I have a confession to make having read about the healthcare disputes and town hall madness. I have socialist medicine -- gasp!
My care has been attended to by the Veterans Administration for 40 years now, since I was discharged after returning from Vietnam in 1968. I have never had it so good.
My primary-care doctors encourage me to use natural remedies and preventive methods and assist me in finding all the information on my conditions. VA doctors have no reason to engage in expensive procedures or to prescribe expensive new drugs, as they are paid a salary by the VA and it does not go up if they operate more or push more drugs.
The VA's only shortcomings have come when large numbers of combat veterans are discharged without a simultaneous increase in VA funding.
R. Lane Anderson
I want to know why the opponents of a public option want our businesses to be crushed by healthcare costs and the health of our workers to suffer? I am a 51-year-old male, carrying on the family business that is about to celebrate its 35th anniversary -- if we survive.

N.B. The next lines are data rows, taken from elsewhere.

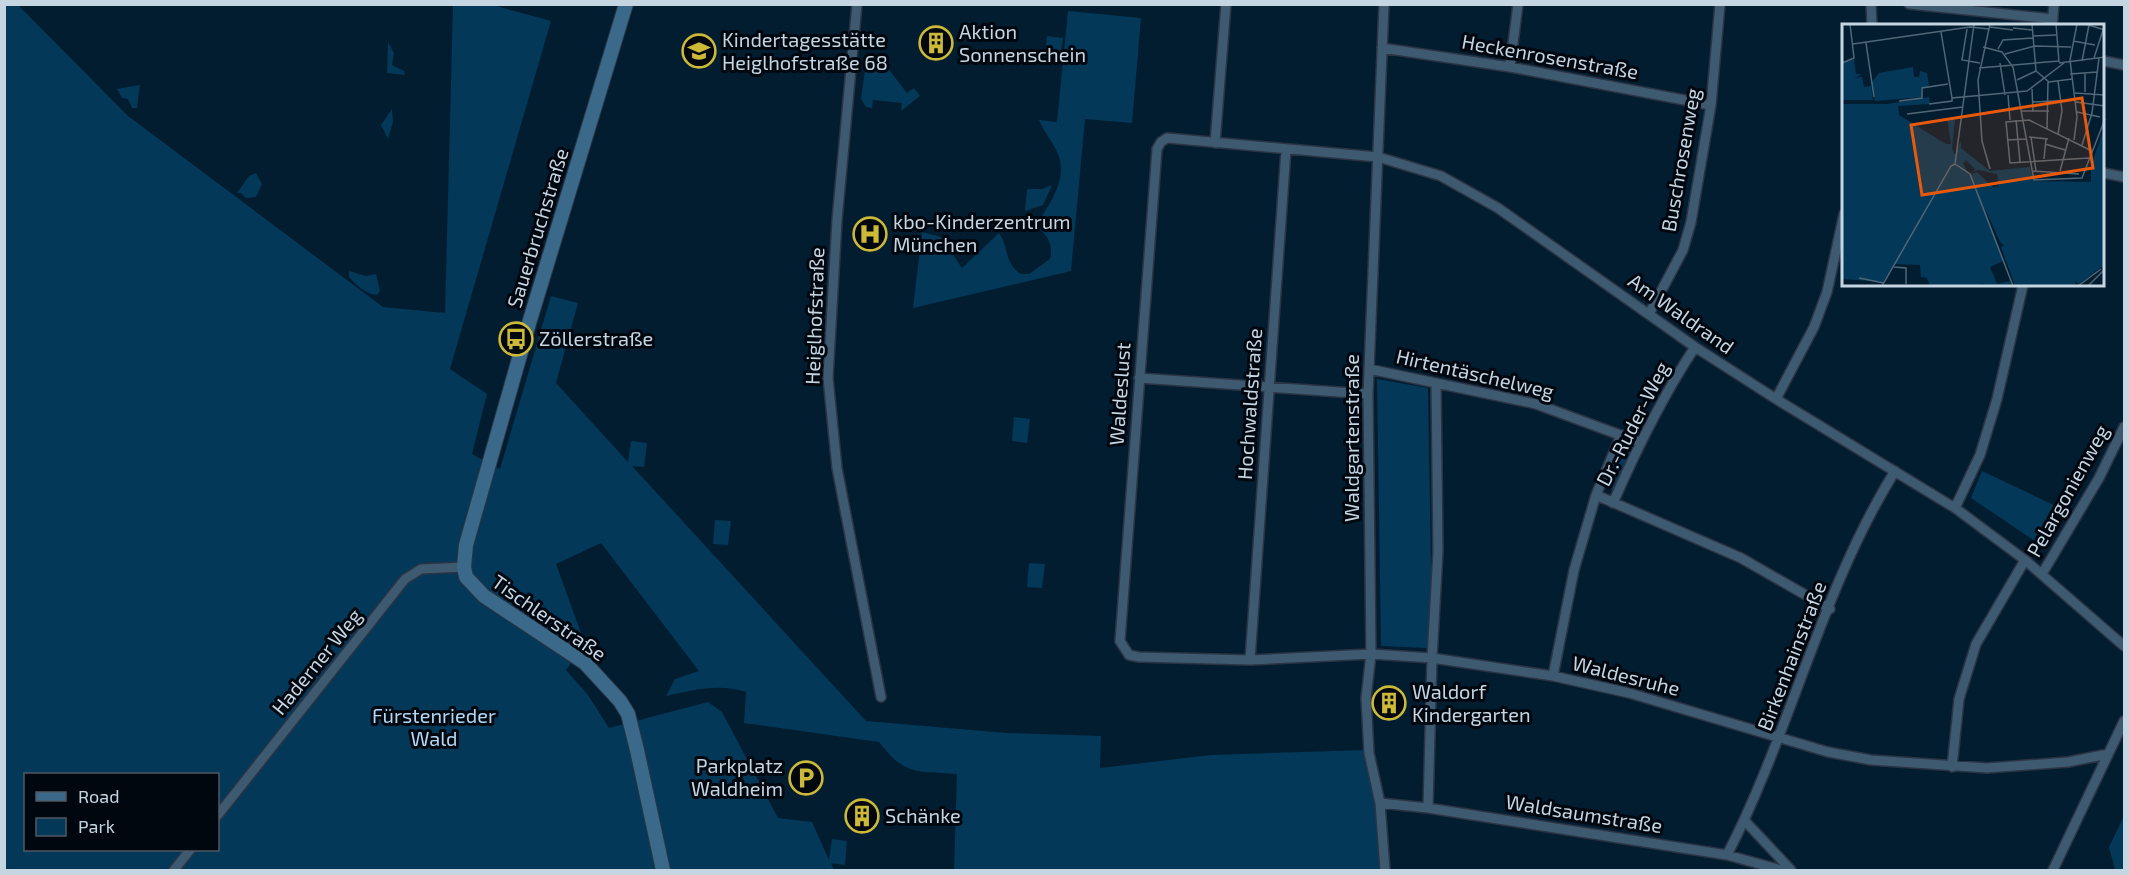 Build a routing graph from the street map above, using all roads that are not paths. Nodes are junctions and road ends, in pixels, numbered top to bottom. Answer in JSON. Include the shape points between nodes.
{"nodes":[{"id":1,"x":626,"y":4,"type":"edge"},
{"id":2,"x":857,"y":4,"type":"edge"},
{"id":3,"x":1226,"y":4,"type":"edge"},
{"id":4,"x":1384,"y":4,"type":"edge"},
{"id":5,"x":1518,"y":4,"type":"edge"},
{"id":6,"x":1720,"y":4,"type":"edge"},
{"id":7,"x":1871,"y":4,"type":"edge"},
{"id":8,"x":1909,"y":4,"type":"edge"},
{"id":9,"x":2054,"y":4,"type":"edge"},
{"id":10,"x":2053,"y":22,"type":"edge"},
{"id":11,"x":1872,"y":24,"type":"edge"},
{"id":12,"x":1382,"y":48,"type":"junction"},
{"id":13,"x":2105,"y":61,"type":"edge"},
{"id":14,"x":2124,"y":65,"type":"edge"},
{"id":15,"x":1510,"y":68,"type":"junction"},
{"id":16,"x":1711,"y":105,"type":"junction"},
{"id":17,"x":1167,"y":138,"type":"joint"},
{"id":18,"x":1215,"y":143,"type":"junction"},
{"id":19,"x":1286,"y":150,"type":"junction"},
{"id":20,"x":1378,"y":157,"type":"junction"},
{"id":21,"x":2105,"y":173,"type":"edge"},
{"id":22,"x":2124,"y":177,"type":"edge"},
{"id":23,"x":1841,"y":246,"type":"edge"},
{"id":24,"x":2023,"y":286,"type":"edge"},
{"id":25,"x":1649,"y":314,"type":"junction"},
{"id":26,"x":1695,"y":347,"type":"junction"},
{"id":27,"x":1369,"y":369,"type":"junction"},
{"id":28,"x":1139,"y":378,"type":"junction"},
{"id":29,"x":1436,"y":384,"type":"junction"},
{"id":30,"x":1270,"y":388,"type":"junction"},
{"id":31,"x":1368,"y":394,"type":"junction"},
{"id":32,"x":1776,"y":399,"type":"junction"},
{"id":33,"x":2124,"y":427,"type":"edge"},
{"id":34,"x":1622,"y":435,"type":"junction"},
{"id":35,"x":1640,"y":442,"type":"junction"},
{"id":36,"x":1895,"y":471,"type":"junction"},
{"id":37,"x":1596,"y":495,"type":"junction"},
{"id":38,"x":1613,"y":503,"type":"junction"},
{"id":39,"x":1955,"y":508,"type":"junction"},
{"id":40,"x":2025,"y":560,"type":"junction"},
{"id":41,"x":464,"y":567,"type":"junction"},
{"id":42,"x":2042,"y":574,"type":"junction"},
{"id":43,"x":1830,"y":609,"type":"junction"},
{"id":44,"x":2124,"y":646,"type":"edge"},
{"id":45,"x":1371,"y":654,"type":"junction"},
{"id":46,"x":1129,"y":655,"type":"joint"},
{"id":47,"x":1432,"y":658,"type":"junction"},
{"id":48,"x":1250,"y":660,"type":"junction"},
{"id":49,"x":1553,"y":676,"type":"junction"},
{"id":50,"x":881,"y":697,"type":"dead end"},
{"id":51,"x":2124,"y":721,"type":"edge"},
{"id":52,"x":1780,"y":738,"type":"junction"},
{"id":53,"x":2108,"y":754,"type":"junction"},
{"id":54,"x":1952,"y":767,"type":"junction"},
{"id":55,"x":1380,"y":803,"type":"junction"},
{"id":56,"x":1428,"y":808,"type":"junction"},
{"id":57,"x":219,"y":814,"type":"edge"},
{"id":58,"x":1745,"y":820,"type":"junction"},
{"id":59,"x":188,"y":851,"type":"edge"},
{"id":60,"x":1727,"y":855,"type":"junction"},
{"id":61,"x":174,"y":870,"type":"edge"},
{"id":62,"x":663,"y":870,"type":"edge"},
{"id":63,"x":1384,"y":870,"type":"edge"},
{"id":64,"x":1781,"y":870,"type":"edge"},
{"id":65,"x":1791,"y":870,"type":"edge"},
{"id":66,"x":2053,"y":870,"type":"edge"}],
"edges":[{"from":1,"to":41,"type":"street","name":"Sauerbruchstraße","via":[[491,455],[466,545]]},
{"from":2,"to":50,"type":"street","name":"Heiglhofstraße","via":[[837,220],[828,378],[837,468]]},
{"from":3,"to":18,"type":"street"},
{"from":4,"to":12,"type":"street","name":"Waldgartenstraße"},
{"from":5,"to":15,"type":"street"},
{"from":6,"to":16,"type":"street","name":"Buschrosenweg"},
{"from":7,"to":11,"type":"street"},
{"from":8,"to":10,"type":"street"},
{"from":9,"to":10,"type":"street"},
{"from":12,"to":15,"type":"street","name":"Heckenrosenstraße"},
{"from":12,"to":20,"type":"street","name":"Waldgartenstraße"},
{"from":13,"to":14,"type":"street"},
{"from":15,"to":16,"type":"street","name":"Heckenrosenstraße"},
{"from":16,"to":25,"type":"street","name":"Buschrosenweg","via":[[1683,250]]},
{"from":17,"to":18,"type":"street","name":"Am Waldrand"},
{"from":17,"to":28,"type":"street","name":"Waldeslust","via":[[1157,149]]},
{"from":18,"to":19,"type":"street","name":"Am Waldrand"},
{"from":19,"to":20,"type":"street","name":"Am Waldrand"},
{"from":19,"to":30,"type":"street","name":"Hochwaldstraße"},
{"from":20,"to":25,"type":"street","name":"Am Waldrand","via":[[1441,176],[1498,208]]},
{"from":20,"to":27,"type":"street","name":"Waldgartenstraße"},
{"from":21,"to":22,"type":"street"},
{"from":23,"to":32,"type":"street","via":[[1814,327]]},
{"from":24,"to":39,"type":"street","via":[[1980,455]]},
{"from":25,"to":26,"type":"street","name":"Am Waldrand"},
{"from":26,"to":32,"type":"street","name":"Am Waldrand"},
{"from":26,"to":35,"type":"street","name":"Dr.-Ruder-Weg","via":[[1666,390]]},
{"from":27,"to":29,"type":"street","name":"Hirtentäschelweg"},
{"from":27,"to":31,"type":"street","name":"Waldgartenstraße"},
{"from":28,"to":30,"type":"street"},
{"from":28,"to":46,"type":"street","name":"Waldeslust","via":[[1120,641]]},
{"from":29,"to":34,"type":"street","name":"Hirtentäschelweg","via":[[1536,404]]},
{"from":29,"to":47,"type":"street","via":[[1438,552]]},
{"from":30,"to":31,"type":"street"},
{"from":30,"to":48,"type":"street","name":"Hochwaldstraße"},
{"from":31,"to":45,"type":"street","name":"Waldgartenstraße"},
{"from":32,"to":36,"type":"street","name":"Am Waldrand"},
{"from":33,"to":42,"type":"street","name":"Pelargonienweg","via":[[2099,478]]},
{"from":34,"to":35,"type":"street","name":"Hirtentäschelweg"},
{"from":34,"to":37,"type":"street","name":"Dr.-Ruder-Weg"},
{"from":35,"to":38,"type":"street","name":"Dr.-Ruder-Weg"},
{"from":36,"to":39,"type":"street","name":"Am Waldrand"},
{"from":36,"to":43,"type":"street","name":"Birkenhainstraße","via":[[1863,528]]},
{"from":37,"to":38,"type":"street","name":"Dr.-Ruder-Weg"},
{"from":37,"to":49,"type":"street","name":"Dr.-Ruder-Weg","via":[[1574,570]]},
{"from":38,"to":43,"type":"street","via":[[1741,558]]},
{"from":39,"to":40,"type":"street","name":"Am Waldrand"},
{"from":40,"to":42,"type":"street","name":"Am Waldrand"},
{"from":40,"to":54,"type":"street","name":"Pelargonienweg","via":[[1976,645],[1959,699]]},
{"from":41,"to":57,"type":"street","name":"Haderner Weg","via":[[421,569],[405,579]]},
{"from":41,"to":62,"type":"street","name":"Tischlerstraße","via":[[472,586],[585,663],[620,701],[628,714]]},
{"from":42,"to":44,"type":"street","name":"Am Waldrand"},
{"from":43,"to":52,"type":"street","name":"Birkenhainstraße"},
{"from":45,"to":47,"type":"street","name":"Waldesruhe"},
{"from":45,"to":48,"type":"street","name":"Waldesruhe"},
{"from":45,"to":55,"type":"street","name":"Waldgartenstraße","via":[[1366,698],[1369,753]]},
{"from":46,"to":48,"type":"street","name":"Waldesruhe"},
{"from":47,"to":49,"type":"street","name":"Waldesruhe"},
{"from":47,"to":56,"type":"street"},
{"from":49,"to":52,"type":"street","name":"Waldesruhe","via":[[1656,701]]},
{"from":51,"to":53,"type":"street"},
{"from":52,"to":54,"type":"street","name":"Waldesruhe","via":[[1871,760]]},
{"from":52,"to":58,"type":"street","name":"Birkenhainstraße"},
{"from":53,"to":54,"type":"street","name":"Waldesruhe","via":[[2026,766]]},
{"from":53,"to":66,"type":"street"},
{"from":55,"to":56,"type":"street","name":"Waldsaumstraße"},
{"from":55,"to":63,"type":"street","name":"Waldgartenstraße"},
{"from":56,"to":60,"type":"street","name":"Waldsaumstraße"},
{"from":58,"to":60,"type":"street","name":"Birkenhainstraße"},
{"from":58,"to":65,"type":"street"},
{"from":59,"to":61,"type":"street"},
{"from":60,"to":64,"type":"street","name":"Waldsaumstraße"}]}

Since our founding, we have lived up to our responsibility to provide good-quality healthcare to our workers and their families. But this has become increasingly difficult because of spiraling insurance premiums, overwhelming deductibles and plummeting benefits. And each year, our individual insured members must pay higher premium costs.

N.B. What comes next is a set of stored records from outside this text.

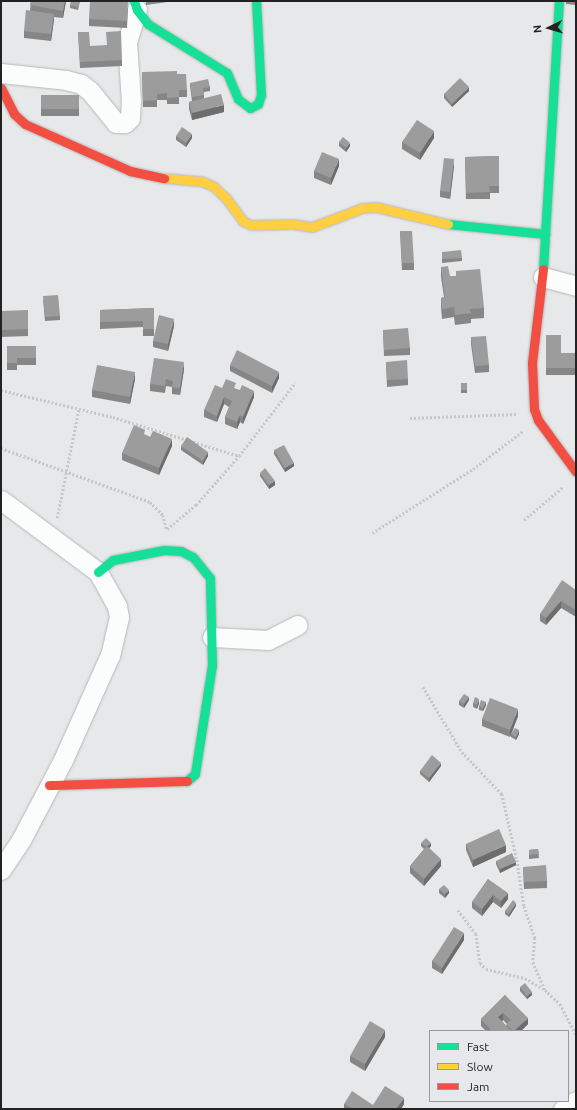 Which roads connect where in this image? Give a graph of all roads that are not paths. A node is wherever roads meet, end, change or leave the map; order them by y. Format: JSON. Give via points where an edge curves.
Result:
{"nodes":[{"id":1,"x":256,"y":1,"type":"edge"},
{"id":2,"x":559,"y":1,"type":"edge"},
{"id":3,"x":135,"y":6,"type":"edge"},
{"id":4,"x":1,"y":85,"type":"edge"},
{"id":5,"x":7,"y":114,"type":"edge"},
{"id":6,"x":545,"y":234,"type":"junction"},
{"id":7,"x":543,"y":277,"type":"junction"},
{"id":8,"x":576,"y":286,"type":"edge"},
{"id":9,"x":576,"y":472,"type":"edge"},
{"id":10,"x":1,"y":500,"type":"edge"},
{"id":11,"x":98,"y":572,"type":"junction"},
{"id":12,"x":297,"y":625,"type":"dead end"},
{"id":13,"x":212,"y":637,"type":"junction"},
{"id":14,"x":49,"y":785,"type":"junction"},
{"id":15,"x":1,"y":870,"type":"edge"},
{"id":16,"x":576,"y":1101,"type":"edge"},
{"id":17,"x":563,"y":1109,"type":"edge"}],
"edges":[{"from":1,"to":3,"type":"street","via":[[261,95],[258,104],[250,108],[238,99],[227,73],[148,24]]},
{"from":2,"to":6,"type":"street"},
{"from":3,"to":4,"type":"street","via":[[127,42],[131,101],[130,118],[125,123],[116,123],[81,84],[66,80]]},
{"from":4,"to":5,"type":"street"},
{"from":5,"to":6,"type":"street","via":[[130,171],[148,176],[201,181],[213,186],[226,198],[243,221],[251,225],[293,224],[312,227],[362,208],[376,207],[454,225]]},
{"from":6,"to":7,"type":"street"},
{"from":7,"to":8,"type":"street"},
{"from":7,"to":9,"type":"street","via":[[532,363],[534,409],[538,420]]},
{"from":10,"to":11,"type":"street"},
{"from":11,"to":13,"type":"street","via":[[113,560],[164,550],[181,551],[193,557],[210,578]]},
{"from":11,"to":14,"type":"street","via":[[117,606],[119,617],[110,655],[98,685]]},
{"from":12,"to":13,"type":"street","via":[[268,640]]},
{"from":13,"to":14,"type":"street","via":[[209,689],[195,774],[187,781]]},
{"from":14,"to":15,"type":"street","via":[[21,840]]},
{"from":16,"to":17,"type":"street"}]}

We have trimmed every expense to continue paying what is now our second-highest monthly cost of operation. I haven't collected a regular paycheck in two years, and no one has received a raise. Medicare-styled insurance through a "public health option" would allow us to maintain insurance for our people and to continue our pursuit of the American dream.
Our healthcare system in America is not broken. In fact, we have the highest-quality healthcare system in the world. People from all over the world come here when they can't get the care they need in their home country.
The "reforms" currently proposed will destroy everything that is working well, cause rationing that will harm our most vulnerable citizens and reduce the incentive for the development of new and more effective treatments going forward.
If there is concern over everyone having access to healthcare, the government should offer tax and other incentives for charitable work in the private sector to provide the needed assistance -- and not involve our nation in a boondoggle that will be a millstone around the necks of future generations.
San Juan Capistrano
I don't understand why so many people are opposed to a public option in healthcare. The operative word is option.
That means you have a choice. If you don't like it, don't take it. But please give me the opportunity of choosing it if it seems right for me.
Regarding the national healthcare debate, perhaps "death panel" is an oversimplified label for the group of bureaucrats who would oversee the proposed program.
Perhaps legally carrying a firearm to a rally is a bit of an overstatement, and possibly even counterproductive.
But in your righteous indignation over the lack of civil debate, where is your outrage over the administration and Congress for their attempt to get this legislation approved without any public debate at all?
Then, when debate broke out in spite of them, they labeled critics as "shills" and "fanatics." It seems to me our representatives blew their chance for a civil debate, and now the people are, quite understandably, angry.
The only "death panels" that exist with regard to healthcare are those run by the insurance companies, which approve whether or not critical lifesaving procedures and treatment will be covered.
Thank God for the Republicans' opposition to President Obama's healthcare reform. They have protected my freedom of choice by taking away my freedom to choose a government healthcare option that might have been so good that it could have actually forced private insurance companies to address my health needs. Just imagine where this country would be without them.
What conservatives fear is not that government-sponsored healthcare would be a costly failure. They fear that it would be a resounding success.
How can private insurance companies possibly stay in business competing with a federal insurance company?
All the people who work in the private insurance industry will be thrown out of their jobs and collect unemployment. The federal employees who replace them will have more costly salaries and benefits, which taxpayers will pay. Where's the savings in that?
We must get behind the effort to provide an alternative to the failed system that does not provide access to all.